俺はしばらくの間、そんな願いを抱きながら、ギルドで待っていると、りえるさん達が戻ってきた。
「りえるさん! どうでした!?」
「駄目だったわ、流石に証拠が揃ってない状態で動く奴はいないわね」
「くぅ、そうですか・・・じゃあ、俺達だけで対処するしか無いんですかね」
「そうね、でも、流石にこの近くにまでモンスターの群れが来たら、動くでしょう」
「ちょっと待ってください!」
俺達が会話をしていると、勇次達と一緒にクロナが戻ってきた。
「結構やばい状況らしいぜ」
「どういうことだ?」
「グロウブさんに話をしてみたら、国が少し危険な状況らしいんですよ」
「国が? 何で?」
「モンスターの群れの進行方向からは少しズレてはいるんですけど、国がいくつかあります」
そういえば、そうだな、村や国も色んな場所に点々とあるんだったか。
「それで、このまま放置していると、国が襲われる危険があるため、国が掃討を依頼したんですって」
あぁ、やっぱりあの時の依頼は国が出した依頼か、だから10000ゴールドの大金が報酬だったんだな。

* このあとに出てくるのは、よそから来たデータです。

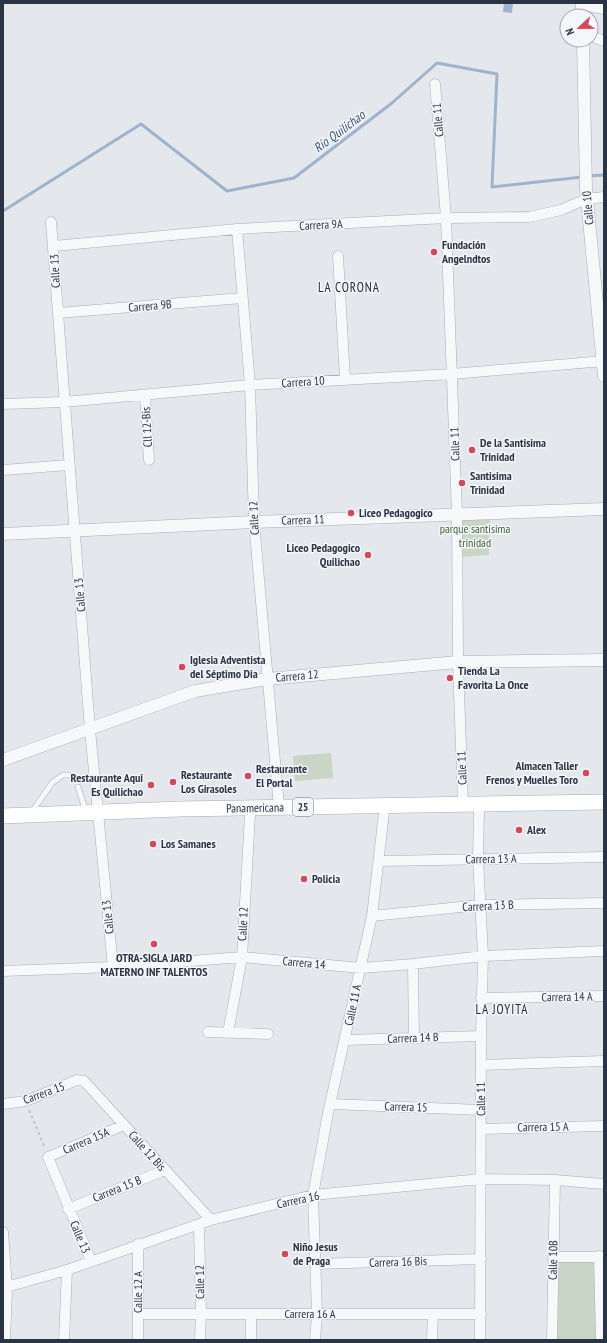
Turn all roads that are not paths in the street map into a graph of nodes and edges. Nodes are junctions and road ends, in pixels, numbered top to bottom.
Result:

「そして、その依頼を受けた何人かの探検家の方々がモンスターの群れに対抗しているそうですが
国の伝令などの報告から、かなり劣勢らしく、このままだと、色んな国が襲われる危険があります」
「そう・・・でも、私達だけが動いて、大群相手に何とかなるとは思えないわ」
「そうですね、弱いモンスターだけって言うならまだ可能性はあるでしょうけど
きっと、弱いモンスターだけじゃ無く、強いモンスターも居るはずですし」
「わ、分かってますよ・・・ですけど、このまま色んな国の人々が殺されるのを黙ってみているわけには!」
・・・・・・確かに、このままだと色んなNPCが犠牲になるだろうな。
でも、この状態で動いたら、俺達は全滅だろう、状況が悪いのが明白だ・・・
「・・・・・・りえるさん、1つだけ、良い案があります」
「何かしら?」
「ホムンクルスの4人をだして、一緒に戦って貰うことです」
「あぁ!? かなり危険よ! それ!」
「分かってますよ、ですけど、この状況下だ、あいつらの力を借りないと迎撃は難しい
ここまで来るのを待てば、まだ戦える可能性はありますが、それだと国が潰れる」
「・・・・・・確かに、そうね、ゲームの頃ならそこまで痛くはないけど、今は現実
それは私としても絶対に嫌よ」
「だから、ホムンクルスの4人を解放し、共に戦って貰う
あくまで可能性ですが、他のホムンクルスの奴らも動く可能性がある
その時に、あいつらに説得して貰えば、共に戦ってくれるかも知れない」
この作戦、最悪自分たちの首を絞めることになるだろう。
でも、これに賭けるしか手は無い。
「・・・・・・良いわ! 最悪逃げられても、クロナ達が場所を探してくれる!
だから、もうこれに賭けるしかないわ! あなたの作戦、乗ってあげる!」
「ありがとうございます!」
俺は急いでグレン達の部屋に入った。
「どうしたんだ?」
「さっき、言ってたよな、自分たちも戦うって」
「そうだよ、この状況は私達にとっても想定外」
「だったら、一緒に戦ってくれ」
「良いの? 逃げるかも知れないよ? あなた達の敵になるかも知れないよ?」
「それでも構わん、状況が悪いんだ、もう協力が得られる可能性があるなら、それに賭けるしかない」
「うん、じゃあ、分かったよ、協力するよ、ご飯も美味しかったしね!」
「久々に動き回れるんだからな、楽しみだぜ!」
「恩返し、頑張っちゃうよ!」
「役に立って見せる!」
「じゃあ、頼む」
俺はホムンクルス達の檻を開けた。
暴れるかも知れないと、少し警戒はしていたが、こいつらは一切暴れなかった。
やっぱり、こいつらにとっても、このモンスターの群れは喜ばしくは無いんだろうな。
「よし、檻から出したわね・・・いい? 協力してよね?」
「分かってるよ、あ、ダイアちゃんは何処?」
「あぁ、この狼だろ」
「おぉ! ダイアちゃん! 久々にもふもふ出来るよ!」
「ぐるぅ」
「ご飯も美味しかったし、意外とあの檻の生活も悪くなかったかも知れないよ」
「まぁ、修介って言う人以外とはあまりお話しできなかったけどね」
「お、俺も、少しは楽しかったぞ、うん、だから、協力はする」
「そう、ならありがたいわ、じゃあ、行きましょうか」
「おー!」
俺達はあの狼少女の言うとおりに、目的の場所に向かった。
意外だな、あいつらが協力的だったのは。